A TERRIFIED COMMUNITY
Those like Blanca Perez (who used a fictitious name), Isaura Garcia and Adam Espinoza said they are calling for the end of the Secure Communities program because ICE agents not only arrest alleged criminals, but also detain those who do not have legal documentation -- despite having clean criminal records -- resulting in deportations and the traumatic separation of thousands of families.
Perez, 38 and a mother of three, said that on Feb. 7 she was detained, handcuffed and subjected to the deportation process for selling ice cream outside a school in Van Nuys, a neighborhood in Los Angeles. She said she was detained because she did not have a vendor license to sell ice cream in public.
Perez added that she was separated from her 9-month-old baby for 10 weeks -- first confined to a detention center in Los Angeles County, then transported to a detention center in Lynwood, then taken to a jail in the city of Santa Ana and finally sent back to Los Angeles.
Upon her release, Perez said she was forced to wear an ankle monitor and that a judge put her on probation for a year.
"Having been separated from my baby, I thought I would die in jail, and I even contemplated suicide," Perez said. "The Secure Communities program is provoking a lot of terror."
On March 26, Garcia, 20, said she had an argument with her boyfriend, who wanted to take her son to Mexico without permission. She said she was arrested for calling police and not speaking perfect English.
Her boyfriend pushed her, and she scratched him back, she said. Fearing for her safety, she worked up the courage to call for help and dialed 911. When police saw the scratch on her boyfriend, they removed the handcuffs they had placed on him and put them on her instead, she said.
Garcia said she was detained for one week before her release, without receiving the threatened felony charges, but that she, too, was placed under electronic surveillance and forced to wear an ankle monitor for one month.
"Without justification I spent seven days in jail; had I known I would be treated this way by police, I would've never called," Garcia told AOL Latino. "Instead of helping me, they processed me for deportation."
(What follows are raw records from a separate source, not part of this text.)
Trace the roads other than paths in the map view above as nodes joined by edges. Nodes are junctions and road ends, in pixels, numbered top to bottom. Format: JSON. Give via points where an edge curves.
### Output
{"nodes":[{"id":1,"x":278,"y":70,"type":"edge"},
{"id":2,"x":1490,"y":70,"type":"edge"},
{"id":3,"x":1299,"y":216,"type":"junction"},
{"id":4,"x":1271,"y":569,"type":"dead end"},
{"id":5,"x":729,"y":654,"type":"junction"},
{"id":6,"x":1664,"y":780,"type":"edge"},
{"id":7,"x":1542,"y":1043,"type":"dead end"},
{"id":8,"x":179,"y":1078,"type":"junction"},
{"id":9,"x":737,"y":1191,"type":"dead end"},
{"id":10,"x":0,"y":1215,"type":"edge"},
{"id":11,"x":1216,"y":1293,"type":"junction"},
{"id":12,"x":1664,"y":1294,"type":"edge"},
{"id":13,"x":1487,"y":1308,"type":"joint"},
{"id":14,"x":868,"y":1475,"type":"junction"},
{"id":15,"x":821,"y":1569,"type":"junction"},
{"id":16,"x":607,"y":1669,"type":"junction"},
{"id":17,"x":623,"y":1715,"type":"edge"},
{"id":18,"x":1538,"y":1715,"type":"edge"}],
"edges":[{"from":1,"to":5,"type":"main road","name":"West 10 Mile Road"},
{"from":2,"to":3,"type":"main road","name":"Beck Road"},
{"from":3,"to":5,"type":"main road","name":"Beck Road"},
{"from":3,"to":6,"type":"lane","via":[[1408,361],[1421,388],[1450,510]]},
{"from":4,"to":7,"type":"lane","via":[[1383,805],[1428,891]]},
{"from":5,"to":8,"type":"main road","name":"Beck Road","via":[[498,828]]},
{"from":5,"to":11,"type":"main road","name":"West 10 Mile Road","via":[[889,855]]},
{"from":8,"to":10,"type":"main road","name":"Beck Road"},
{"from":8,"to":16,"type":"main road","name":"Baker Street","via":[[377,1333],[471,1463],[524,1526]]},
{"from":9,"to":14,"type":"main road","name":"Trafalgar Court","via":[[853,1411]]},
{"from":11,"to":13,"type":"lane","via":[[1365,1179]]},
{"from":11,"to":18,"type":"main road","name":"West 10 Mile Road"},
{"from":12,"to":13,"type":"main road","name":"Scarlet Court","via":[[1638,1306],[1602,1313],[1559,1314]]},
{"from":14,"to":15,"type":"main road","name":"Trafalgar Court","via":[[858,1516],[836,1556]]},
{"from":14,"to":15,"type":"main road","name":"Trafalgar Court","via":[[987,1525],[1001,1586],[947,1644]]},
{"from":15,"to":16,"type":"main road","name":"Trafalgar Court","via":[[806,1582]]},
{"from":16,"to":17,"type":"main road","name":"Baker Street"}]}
"At the time, the police immediately decided that I was guilty, saying that I was trying to entrap my boyfriend, but they never even wanted to see the bruises I had all over my body," Garcia recalled. "If I would've known about this program [Secure Communities], of the collaboration between police and immigration officers, I would have never asked for help."
The LAPD later dropped the felony charge, but Garcia was still transferred by immigration authorities within four days and placed in deportation proceedings.
"I don't know the details of this case," LAPD Deputy Chief Jose Perez said. "But her testimony sounds sincere."
Joseph Huprich, Garcia's pro bono attorney, told AOL Latino that Garcia has received police approval for a U visa reserved for immigrant crime victims, which will next be presented to federal immigration officials.
Espinoza, 43, said he faced a similar situation to that of Perez -- he said he sold ice cream on the streets of Huntington Park, Calif., and that police detained him and put him on "hold" for deportation proceedings.
Police Capt. Randy Davis of the South Gate Police Department was not available until next week to comment on what city codes Espinoza violated and what the motives were behind his detention.
Espinoza said he was taken to the ICE offices in Los Angeles, where officers asked him to sign a voluntary departure form from the United States.
"They shouted and tried to intimidate me, but I didn't sign any document," Espinoza said. "I didn't hurt anyone. I'm not a criminal."
Marielena Hincapie, executive director of the National Association of Immigration Lawyers of Los Angeles, said "the solution is simple: The Obama administration needs to end this program today."